When we received our daughters diagnosis, we were in no way surprised. Our biggest mistake was listening to her pediatrician who showed no concern whatsoever over her loss of language. We also had no idea on how to get her help. I think now a days as soon as we brought up our concerns, she would have been screened.

I’m not sure about confronting the autism thing. My daughter who had many of the markers of autism from birth, plummeted in her social awareness, academics, and became agressive and violent. But after a time she started to come back. She still has a long way to go, but last week her grandparents noticed how happy she was, and my mother took great pride in being able to make her laugh.

She is starting to make up games such as leaning around corners to peer into a room and giggling when she is noticed. She is starting to bounce and catch a ball.

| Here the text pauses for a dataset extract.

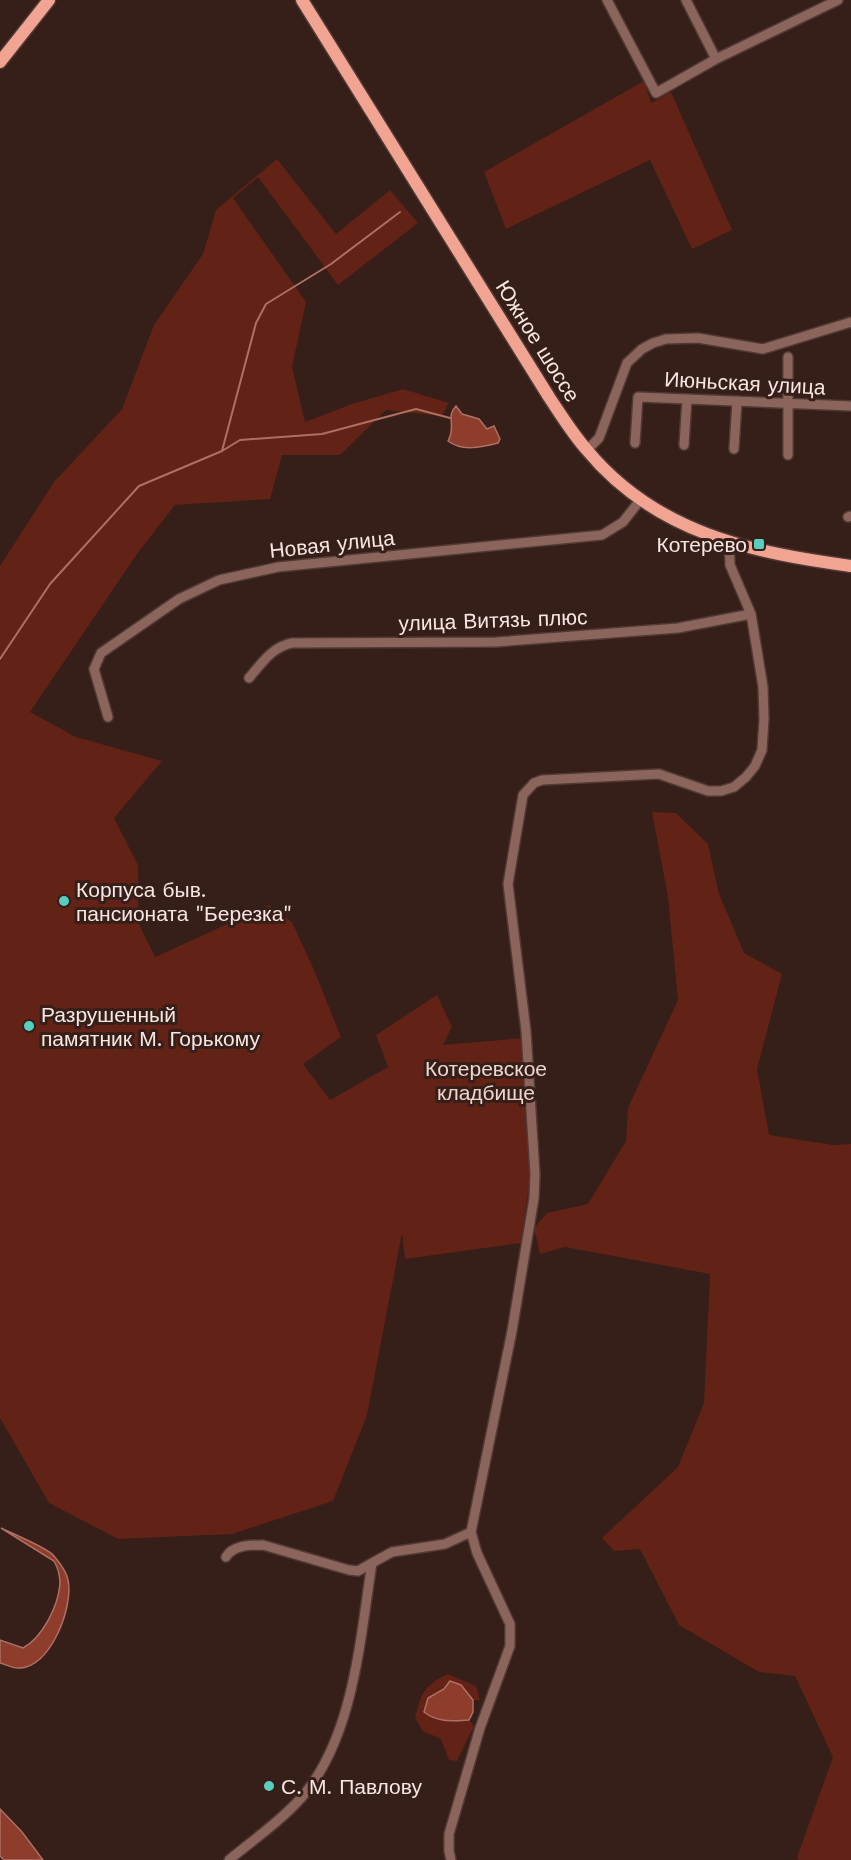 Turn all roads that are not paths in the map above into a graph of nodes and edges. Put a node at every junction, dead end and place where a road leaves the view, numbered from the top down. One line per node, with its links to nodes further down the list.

We took her to the children’s gardens at Huntington Garden’s in Pasadena. There is a part where spices are put in squeeze bottles and the child leans over to smell it. I only had to position my daughter once, after that she leaned over on her own and waited for the bottle to be squeezed.

She was interested in the magnetic sand, but most important of all, my sister who was watching us as I had my daughter touch the magnetized filings, said it looked as if my daughter wanted to play with the other children.

Parents need to know that their children may become worse, perhaps much worse for a time, and even though that time may seem an eternity they will start to come back.

My daughter is starting to show a mischievous streak. At her grandparents when she would get close to a room we did not want her to enter, she would still try to do so, but would giggle each time she was called away.

I really think the eye contact thing is misunderstood and vastly overrated as a marker of autism. As the MDs like to say, it’s not pathognomic.

He’s always (since he was a young baby) looked out of the corners of his eyes.

And yesterday, after acknowledging all of these things, the developmental pediatrician said that she doesn’t see any glaring signs of autism. And the thing is, even my husband, who was in serious denial about our oldest, knows better. Time will tell, but we can tell, too. I’m really not surprised that an observant mall Santa might have been able to see something that the MDs missed.

Until he was three, TH had two pediatricians who dismissed our concerns over exactly the traits that eventually led to his diagnosis. Their big focus, as was the case with our youngest and the developmental pediatrician, was “eye contact.” TH made eye contact with us…not sustained, but it was there. Our youngest does too, although even more fleetingly. I’m truly starting to think that eye contact as a measure of anything is REALLY overrated.